TASK STATEMENT: Where the data below has the string "BITTENCOURT", return the whole line.

Records drawn from a dataset
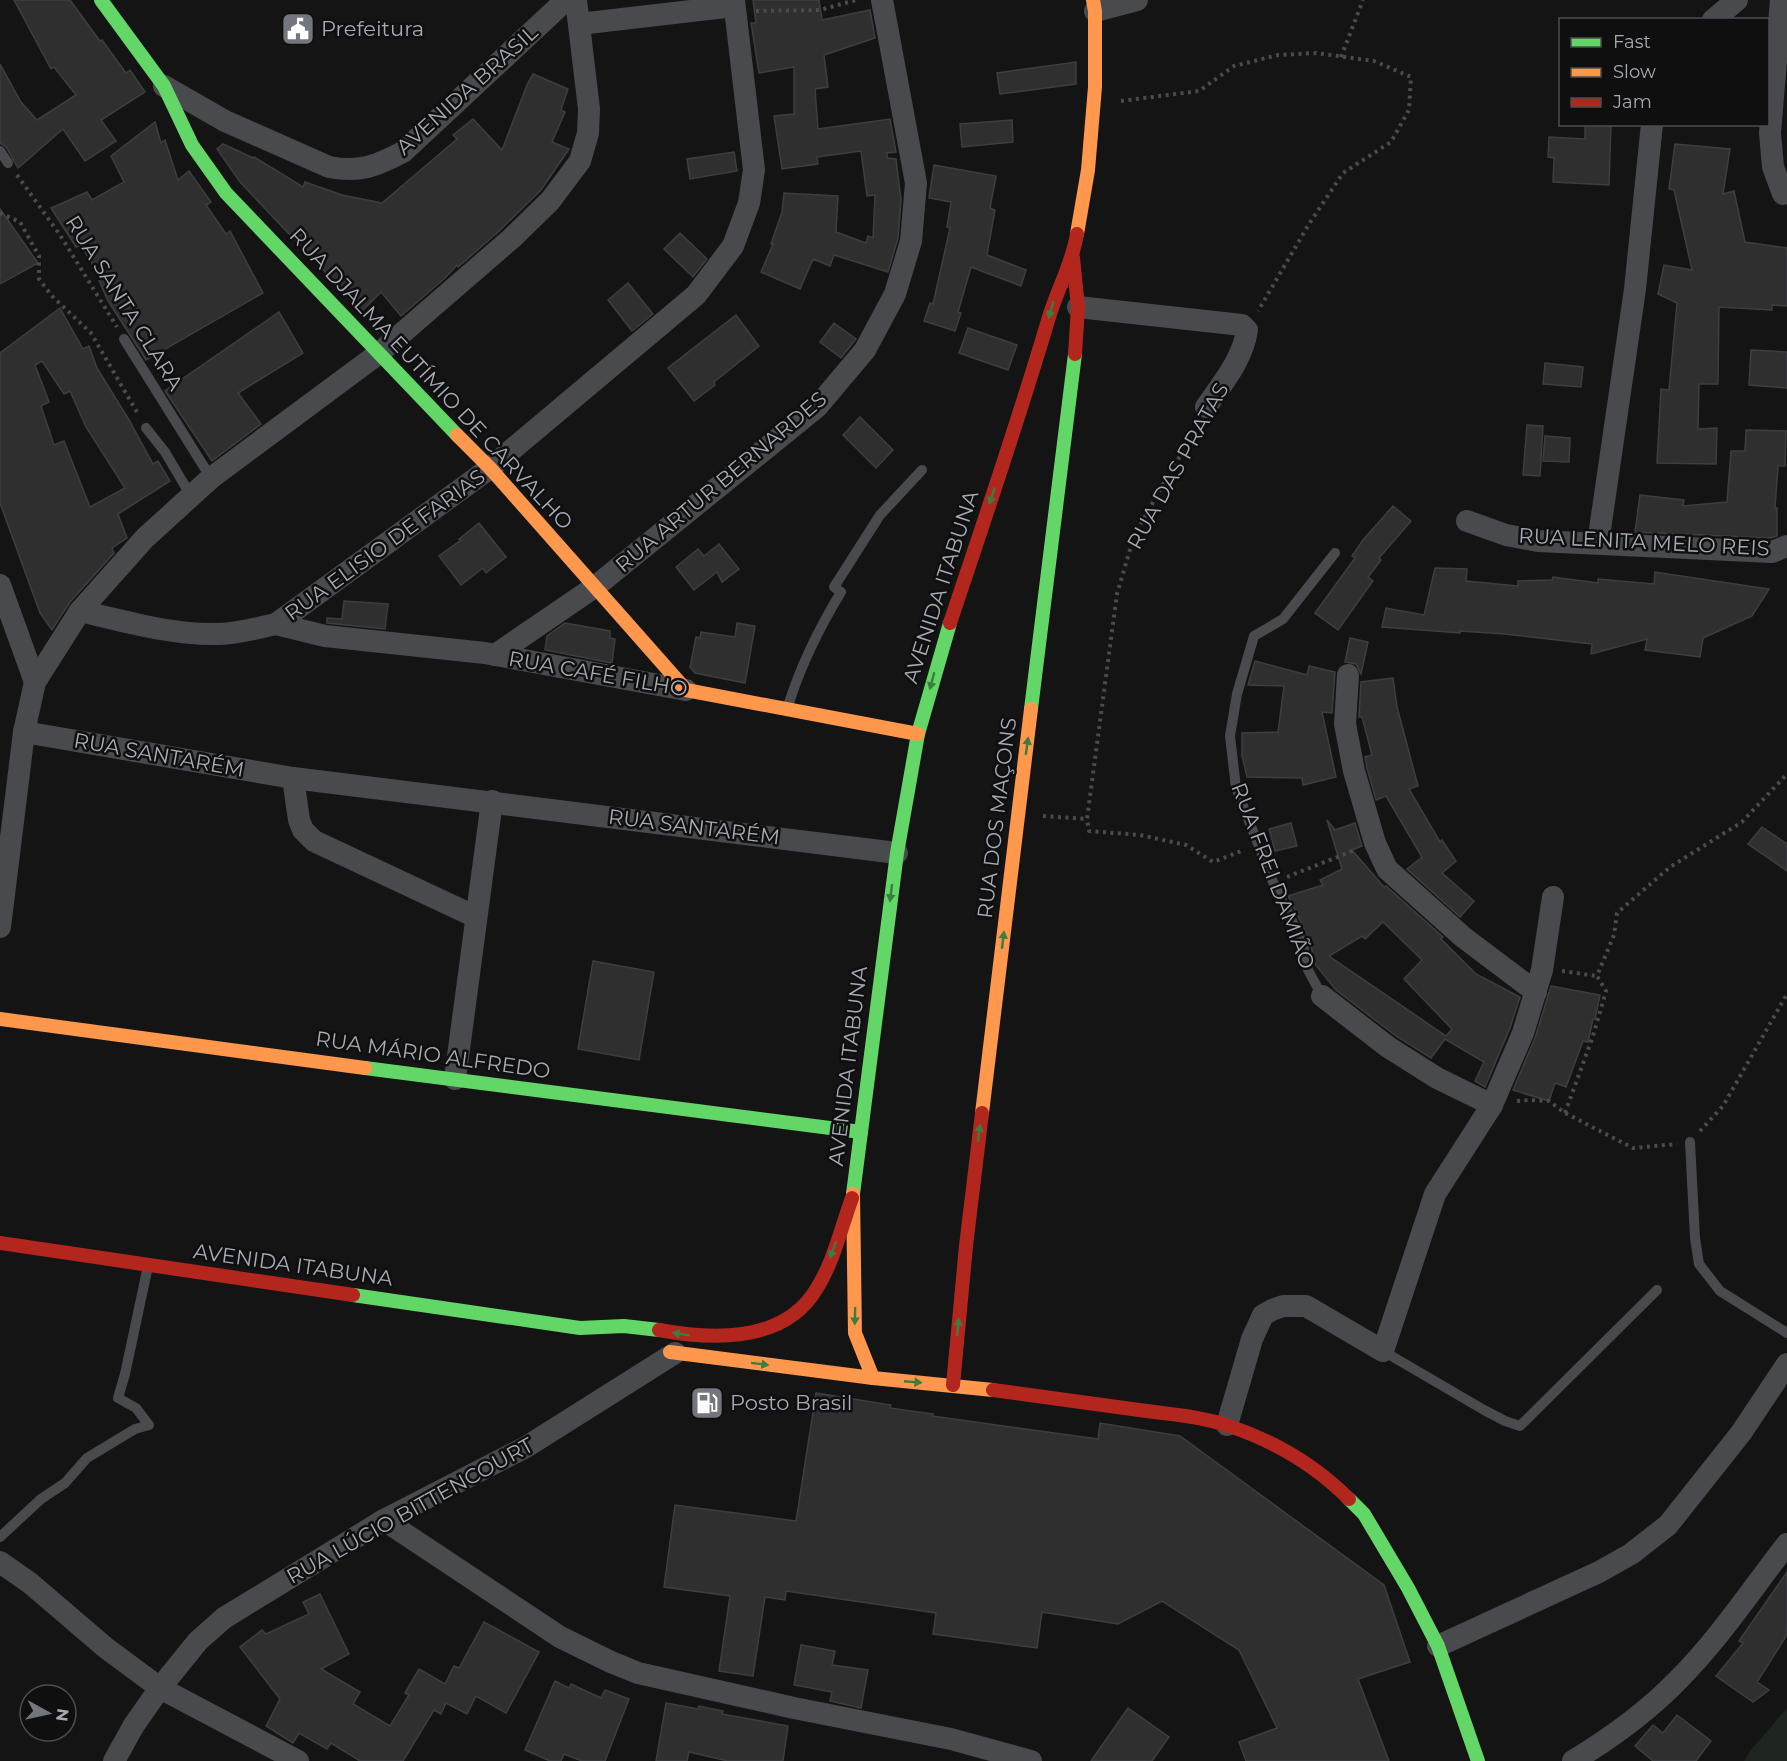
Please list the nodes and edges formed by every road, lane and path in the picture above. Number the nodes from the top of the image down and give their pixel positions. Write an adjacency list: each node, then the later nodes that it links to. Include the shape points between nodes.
1 (100, 0): 15 (main road, AVENIDA BRASIL)
2 (566, 0): 15 (street, AVENIDA BRASIL, via 403,152 361,170 329,168 225,121)
3 (576, 0): 13 (street)
4 (856, 0): 11 (path, via 820,10 787,12)
5 (882, 0): 38 (street, RUA ARTUR BERNARDES, via 916,183 911,241 895,294 865,350 817,407)
6 (1137, 0): 10 (street)
7 (1363, 0): 14 (path)
8 (1737, 0): 12 (street)
9 (1781, 0): 20 (street, via 1770,133 1773,167)
10 (1094, 5): 16 (main road, AVENIDA ITABUNA)
11 (734, 6): 13 (street); 29 (street, RUA ELISIO DE FARIAS, via 754,170 749,203 733,246 696,295)
12 (1715, 18)
13 (579, 24): 26 (street, via 589,109 588,133 580,161 543,208)
14 (1341, 57): 16 (path, via 1316,53 1278,55 1234,66 1199,91); 24 (path, via 1374,61 1411,76 1409,110 1391,142 1343,173)
15 (164, 86): 26 (main road, RUA DJALMA EUTÍMIO DE CARVALHO, via 192,145 226,193)
16 (1094, 104): 22 (main road, AVENIDA ITABUNA, via 1088,170)
17 (1652, 126): 34 (street, via 1635,289)
18 (0, 151): 19 (lane)
19 (8, 163): 25 (path, RUA SANTA CLARA, via 60,235)
20 (1783, 194)
21 (0, 213): 28 (path, RUA SANTA CLARA, via 20,222 39,256 39,279 91,333)
22 (1073, 256): 23 (main road, RUA DOS MAÇONS); 47 (main road, AVENIDA ITABUNA, one-way to 47, via 1054,300 1022,422 941,650)
23 (1078, 307): 24 (street, via 1242,325); 51 (main road, RUA DOS MAÇONS, one-way to 23, via 1061,433 1074,374)
24 (1247, 330): 27 (street, RUA DAS PRATAS, via 1232,370)
25 (124, 339): 31 (lane, RUA SANTA CLARA)
26 (378, 354): 29 (main road, RUA DJALMA EUTÍMIO DE CARVALHO); 31 (street)
27 (1206, 406): 52 (path, RUA DAS PRATAS, via 1200,428 1134,536 1117,594)
28 (146, 428): 32 (lane)
29 (490, 468): 38 (main road, RUA DJALMA EUTÍMIO DE CARVALHO); 40 (street, RUA ELISIO DE FARIAS)
30 (922, 470): 45 (lane, via 880,515 834,586 841,592 798,672)
31 (211, 478): 32 (street)
32 (191, 496): 39 (street, via 145,538)
33 (1467, 521): 34 (street, RUA LENITA MELO REIS, via 1527,539)
34 (1598, 543): 35 (street, RUA LENITA MELO REIS, via 1772,552)
35 (1787, 546)
36 (1335, 552): 54 (lane, RUA FREI DAMIÃO, via 1283,619 1254,636 1237,694 1230,736 1236,788)
37 (0, 585): 43 (street)
38 (596, 586): 41 (street, RUA ARTUR BERNARDES); 44 (main road, RUA DJALMA EUTÍMIO DE CARVALHO)
39 (80, 611): 40 (street, via 142,625 216,634); 43 (street)
40 (276, 624): 41 (street, RUA CAFÉ FILHO, via 325,636)
41 (495, 655): 44 (street, RUA CAFÉ FILHO)
42 (1348, 675): 53 (street, via 1345,724 1354,771)
43 (35, 682): 46 (street)
44 (686, 690): 45 (main road, RUA CAFÉ FILHO)
45 (787, 709): 47 (main road, RUA CAFÉ FILHO)
46 (24, 732): 49 (street, RUA SANTARÉM); 59 (street)
47 (918, 734): 55 (main road, AVENIDA ITABUNA)
48 (1787, 774): 61 (path, via 1742,822 1670,867 1617,913 1614,935)
49 (293, 778): 50 (street, RUA SANTARÉM); 58 (street, via 299,820 314,841)
50 (492, 801): 55 (street, RUA SANTARÉM); 58 (street)
51 (1018, 814): 52 (path); 82 (main road, RUA DOS MAÇONS, one-way to 51)
52 (1087, 819): 54 (path, via 1089,831 1186,845 1213,862)
53 (1376, 843): 56 (path); 62 (street, via 1387,869 1463,937)
54 (1258, 844): 56 (lane, RUA FREI DAMIÃO)
55 (897, 853): 69 (main road, AVENIDA ITABUNA, one-way to 69)
56 (1273, 882): 64 (lane, RUA FREI DAMIÃO, via 1303,944 1308,970)
57 (1553, 897): 60 (street)
58 (476, 917): 66 (street)
59 (0, 927)
60 (1542, 970): 61 (path); 62 (street)
61 (1597, 976): 68 (path, via 1606,991)
62 (1536, 992): 67 (street)
63 (1787, 994): 70 (path, via 1723,1106)
64 (1322, 996): 67 (street, RUA FREI DAMIÃO, via 1388,1047 1437,1078)
65 (0, 1019): 66 (main road, RUA MÁRIO ALFREDO)
66 (455, 1079): 69 (main road, RUA MÁRIO ALFREDO)
67 (1492, 1105): 68 (path, via 1549,1101); 79 (street, via 1435,1194)
68 (1565, 1113): 70 (path, via 1633,1148)
69 (861, 1132): 71 (main road, AVENIDA ITABUNA)
70 (1690, 1142): 76 (lane, via 1699,1264 1720,1291)
71 (853, 1195): 75 (main road, AVENIDA ITABUNA, one-way to 75, via 811,1298 789,1318 766,1330 736,1336 703,1336 632,1326); 81 (main road, AVENIDA ITABUNA, one-way to 81, via 855,1333)
72 (0, 1243): 73 (main road, AVENIDA ITABUNA)
73 (148, 1264): 75 (main road, AVENIDA ITABUNA); 85 (lane, via 118,1398 136,1408 149,1425 135,1429 87,1458 65,1483 41,1499)
74 (1657, 1290): 79 (lane, via 1520,1426 1484,1410)
75 (580, 1328): 77 (main road, AVENIDA ITABUNA)
76 (1787, 1333)
77 (608, 1341)
78 (665, 1351): 81 (main road, one-way to 81); 84 (street, RUA LÚCIO BITTENCOURT, via 526,1447)
79 (1383, 1351): 83 (street, via 1306,1306 1272,1310 1263,1315 1252,1339)
80 (1787, 1364): 88 (street, via 1741,1433 1668,1526 1599,1572)
81 (873, 1378): 82 (main road, one-way to 82)
82 (953, 1385): 83 (main road)
83 (1227, 1425): 88 (main road, via 1262,1438 1304,1462 1334,1484 1364,1514)
84 (384, 1520): 89 (street, RUA LÚCIO BITTENCOURT, via 224,1618 198,1641); 92 (street, via 560,1637 638,1673 951,1739)
85 (0, 1537)
86 (1787, 1544): 94 (street, via 1679,1679 1635,1719)
87 (0, 1562): 89 (street)
88 (1438, 1646): 93 (main road)
89 (160, 1688): 90 (street, RUA LÚCIO BITTENCOURT); 91 (street)
90 (114, 1761)
91 (298, 1761)
92 (1031, 1761)
93 (1478, 1761)
94 (1573, 1761)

ANSWER SECTION:
78 (665, 1351): 81 (main road, one-way to 81); 84 (street, RUA LÚCIO BITTENCOURT, via 526,1447)
84 (384, 1520): 89 (street, RUA LÚCIO BITTENCOURT, via 224,1618 198,1641); 92 (street, via 560,1637 638,1673 951,1739)
89 (160, 1688): 90 (street, RUA LÚCIO BITTENCOURT); 91 (street)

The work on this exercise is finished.